What you should give back is a precise copy of the lines below from the one containing "thumb cmc: (428, 270)" through the one containing "middle pip: (839, 389)", with no pictures.

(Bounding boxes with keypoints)
^^^^^^^^

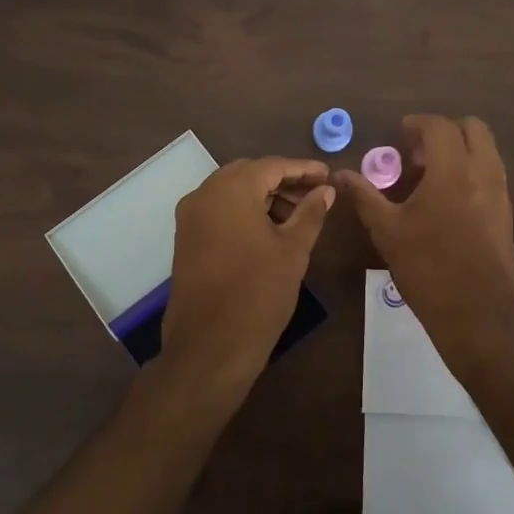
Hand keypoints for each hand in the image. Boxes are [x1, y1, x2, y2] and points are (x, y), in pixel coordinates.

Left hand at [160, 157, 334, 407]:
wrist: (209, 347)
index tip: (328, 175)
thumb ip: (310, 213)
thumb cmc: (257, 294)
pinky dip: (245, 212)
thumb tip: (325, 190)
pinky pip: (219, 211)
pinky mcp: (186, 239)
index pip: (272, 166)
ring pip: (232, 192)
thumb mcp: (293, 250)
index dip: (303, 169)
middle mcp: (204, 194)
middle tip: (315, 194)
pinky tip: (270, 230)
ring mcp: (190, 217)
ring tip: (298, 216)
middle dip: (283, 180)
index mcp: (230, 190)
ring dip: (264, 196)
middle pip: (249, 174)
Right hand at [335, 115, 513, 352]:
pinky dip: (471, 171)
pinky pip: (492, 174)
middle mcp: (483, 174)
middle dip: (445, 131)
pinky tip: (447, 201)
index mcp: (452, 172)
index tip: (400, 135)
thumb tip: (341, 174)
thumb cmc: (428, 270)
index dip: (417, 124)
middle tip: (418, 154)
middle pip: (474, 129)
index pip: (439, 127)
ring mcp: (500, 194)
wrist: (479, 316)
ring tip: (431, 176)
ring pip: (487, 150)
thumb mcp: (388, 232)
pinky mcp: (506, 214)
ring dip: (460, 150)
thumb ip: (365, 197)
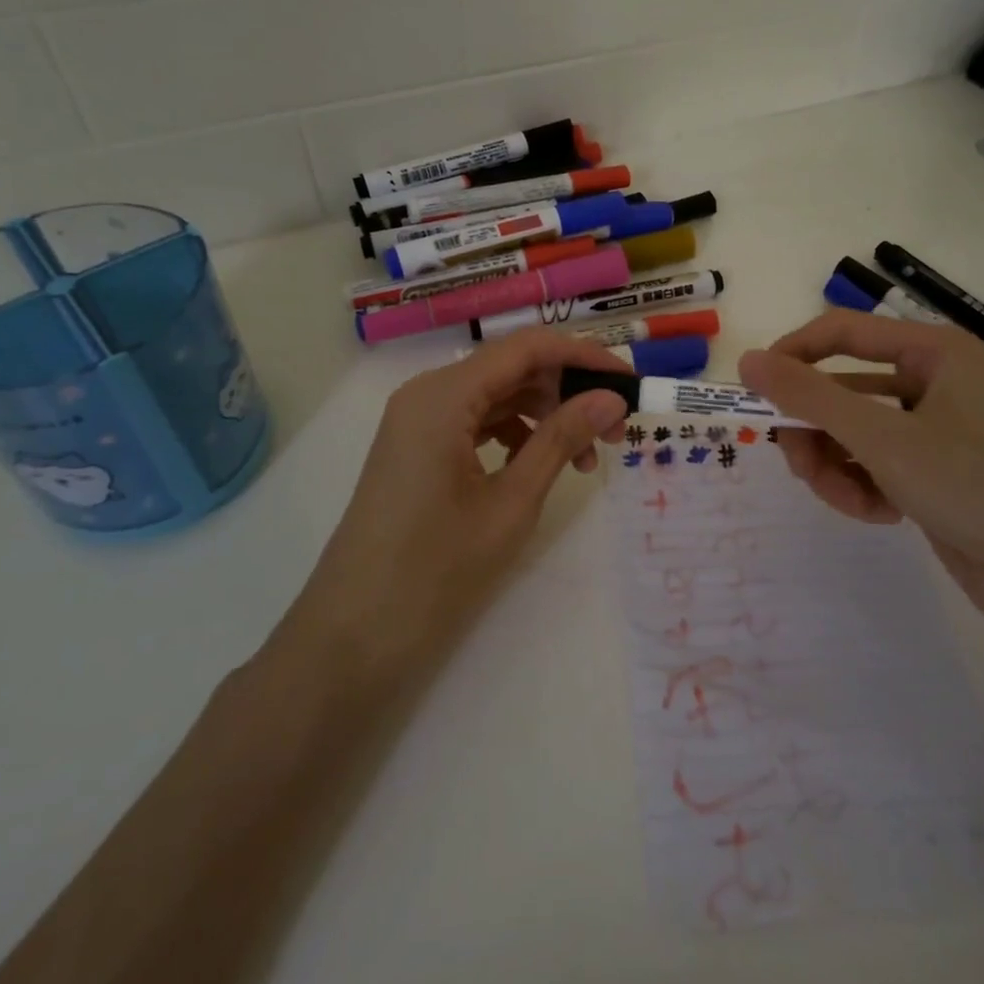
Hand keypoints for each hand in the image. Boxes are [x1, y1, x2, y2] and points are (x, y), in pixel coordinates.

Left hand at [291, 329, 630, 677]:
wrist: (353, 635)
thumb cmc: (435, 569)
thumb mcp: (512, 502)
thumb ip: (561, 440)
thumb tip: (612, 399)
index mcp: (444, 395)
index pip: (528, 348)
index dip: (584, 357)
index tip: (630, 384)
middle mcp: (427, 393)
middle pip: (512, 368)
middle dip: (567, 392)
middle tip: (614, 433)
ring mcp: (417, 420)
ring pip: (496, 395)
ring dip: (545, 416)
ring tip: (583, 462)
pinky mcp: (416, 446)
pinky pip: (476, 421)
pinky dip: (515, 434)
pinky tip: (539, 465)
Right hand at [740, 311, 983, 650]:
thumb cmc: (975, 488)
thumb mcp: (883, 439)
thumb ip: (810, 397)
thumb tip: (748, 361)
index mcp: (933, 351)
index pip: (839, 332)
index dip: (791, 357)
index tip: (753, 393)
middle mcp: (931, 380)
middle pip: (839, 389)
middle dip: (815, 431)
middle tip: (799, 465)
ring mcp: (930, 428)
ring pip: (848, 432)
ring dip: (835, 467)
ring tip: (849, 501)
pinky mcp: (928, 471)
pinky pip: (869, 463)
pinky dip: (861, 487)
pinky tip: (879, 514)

^^^^^^^^

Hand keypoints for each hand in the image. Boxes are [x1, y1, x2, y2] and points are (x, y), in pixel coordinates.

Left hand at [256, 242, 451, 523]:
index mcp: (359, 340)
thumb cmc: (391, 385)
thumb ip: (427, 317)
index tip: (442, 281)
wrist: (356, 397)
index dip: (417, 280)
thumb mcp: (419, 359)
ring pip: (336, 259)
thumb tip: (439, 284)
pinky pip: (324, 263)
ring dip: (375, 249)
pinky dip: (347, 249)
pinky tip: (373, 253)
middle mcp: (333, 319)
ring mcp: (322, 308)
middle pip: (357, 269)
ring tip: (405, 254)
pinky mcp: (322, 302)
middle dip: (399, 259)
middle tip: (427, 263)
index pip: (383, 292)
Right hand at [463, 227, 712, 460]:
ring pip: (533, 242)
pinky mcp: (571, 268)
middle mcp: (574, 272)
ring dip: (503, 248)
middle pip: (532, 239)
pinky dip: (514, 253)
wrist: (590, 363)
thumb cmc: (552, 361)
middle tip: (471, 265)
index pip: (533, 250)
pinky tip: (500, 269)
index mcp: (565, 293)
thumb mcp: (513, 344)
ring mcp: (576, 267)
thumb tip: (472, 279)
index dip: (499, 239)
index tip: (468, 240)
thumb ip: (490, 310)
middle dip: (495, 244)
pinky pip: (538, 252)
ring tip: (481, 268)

^^^^^^^^

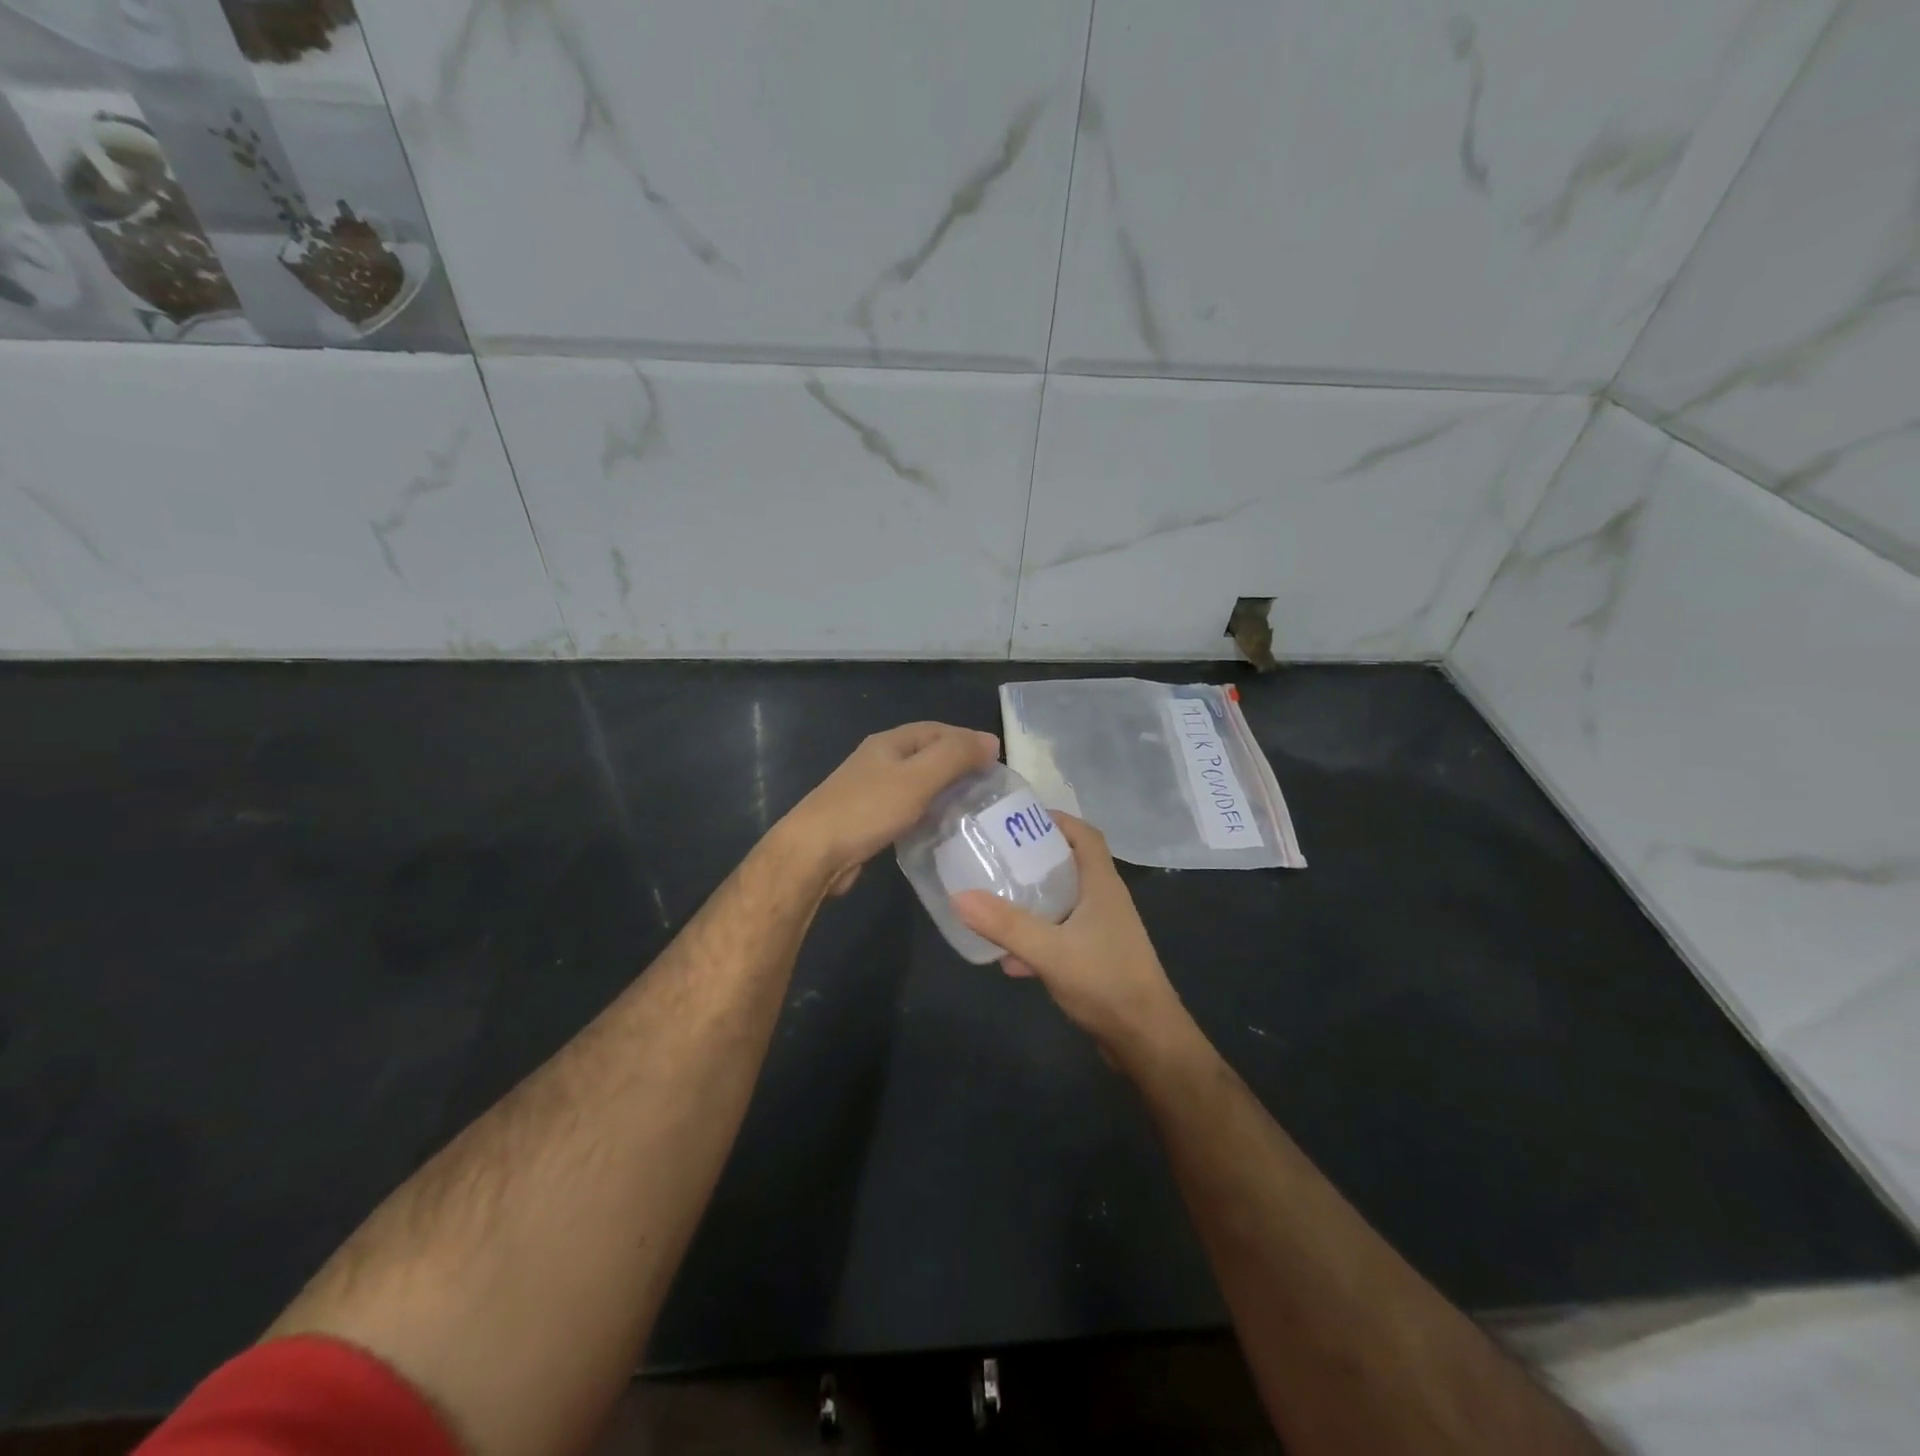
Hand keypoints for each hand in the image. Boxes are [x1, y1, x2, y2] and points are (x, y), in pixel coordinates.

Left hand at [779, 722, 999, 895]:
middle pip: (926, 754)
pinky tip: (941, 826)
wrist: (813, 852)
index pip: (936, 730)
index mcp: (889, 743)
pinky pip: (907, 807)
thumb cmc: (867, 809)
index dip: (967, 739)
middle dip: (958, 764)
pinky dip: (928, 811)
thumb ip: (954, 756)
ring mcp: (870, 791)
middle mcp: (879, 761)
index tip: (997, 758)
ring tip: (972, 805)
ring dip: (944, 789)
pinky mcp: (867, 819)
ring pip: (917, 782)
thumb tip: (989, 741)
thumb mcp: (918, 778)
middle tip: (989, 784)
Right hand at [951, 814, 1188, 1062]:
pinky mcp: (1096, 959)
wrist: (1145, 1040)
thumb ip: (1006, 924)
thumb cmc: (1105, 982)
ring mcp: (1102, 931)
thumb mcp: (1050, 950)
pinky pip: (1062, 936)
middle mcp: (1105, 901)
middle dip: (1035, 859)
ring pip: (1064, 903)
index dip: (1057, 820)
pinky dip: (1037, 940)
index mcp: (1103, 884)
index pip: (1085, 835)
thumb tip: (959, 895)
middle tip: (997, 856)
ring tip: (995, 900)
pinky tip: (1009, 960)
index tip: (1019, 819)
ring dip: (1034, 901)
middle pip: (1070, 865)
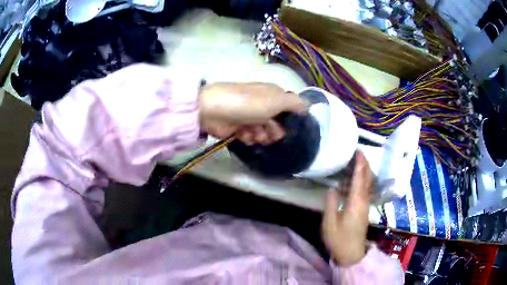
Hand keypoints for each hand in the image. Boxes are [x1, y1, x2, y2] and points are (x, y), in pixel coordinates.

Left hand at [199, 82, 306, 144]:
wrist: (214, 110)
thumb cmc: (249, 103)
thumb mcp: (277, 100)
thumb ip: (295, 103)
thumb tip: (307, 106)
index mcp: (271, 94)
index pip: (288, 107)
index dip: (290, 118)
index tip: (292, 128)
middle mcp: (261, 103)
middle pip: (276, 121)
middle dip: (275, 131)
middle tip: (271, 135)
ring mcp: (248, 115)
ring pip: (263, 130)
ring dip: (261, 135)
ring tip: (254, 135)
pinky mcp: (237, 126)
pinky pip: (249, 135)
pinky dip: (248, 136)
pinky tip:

^^^^^^^^

Solution |
thumb cmc: (428, 270)
index dip: (417, 124)
middle tip: (418, 154)
middle pip: (474, 129)
index pip: (439, 127)
ring mcp: (500, 194)
wrist: (479, 316)
ring tip: (431, 176)
ring pip: (487, 150)
thumb mcp: (388, 232)
pinky mcp: (506, 214)
ring dip: (460, 150)
thumb ip: (365, 197)
Hand keypoints for each hand in the image. Boxes are [x1, y1, x2, y2] and points are (x, y), in pixel coordinates.

Left hand at [291, 329, 630, 677]:
wrist: (353, 635)
thumb cmc: (435, 569)
thumb mcp: (512, 502)
thumb ip: (561, 440)
thumb tip: (612, 399)
index mcp: (444, 395)
index pip: (528, 348)
index dip: (584, 357)
index tip: (630, 384)
middle mcp: (427, 393)
middle pip: (512, 368)
middle dip: (567, 392)
middle tip: (614, 433)
ring mcp: (417, 420)
ring pip: (496, 395)
ring dip: (545, 416)
ring tip: (583, 462)
pinky mcp: (416, 446)
pinky pip: (476, 421)
pinky dip: (515, 434)
pinky tip: (539, 465)
Right hand at [740, 311, 983, 650]:
thumb cmc: (975, 488)
thumb mcp: (883, 439)
thumb ip: (810, 397)
thumb tip: (748, 361)
index mcp: (933, 351)
index pip: (839, 332)
index dip: (791, 357)
index tip: (753, 393)
middle mcp: (931, 380)
middle pip: (839, 389)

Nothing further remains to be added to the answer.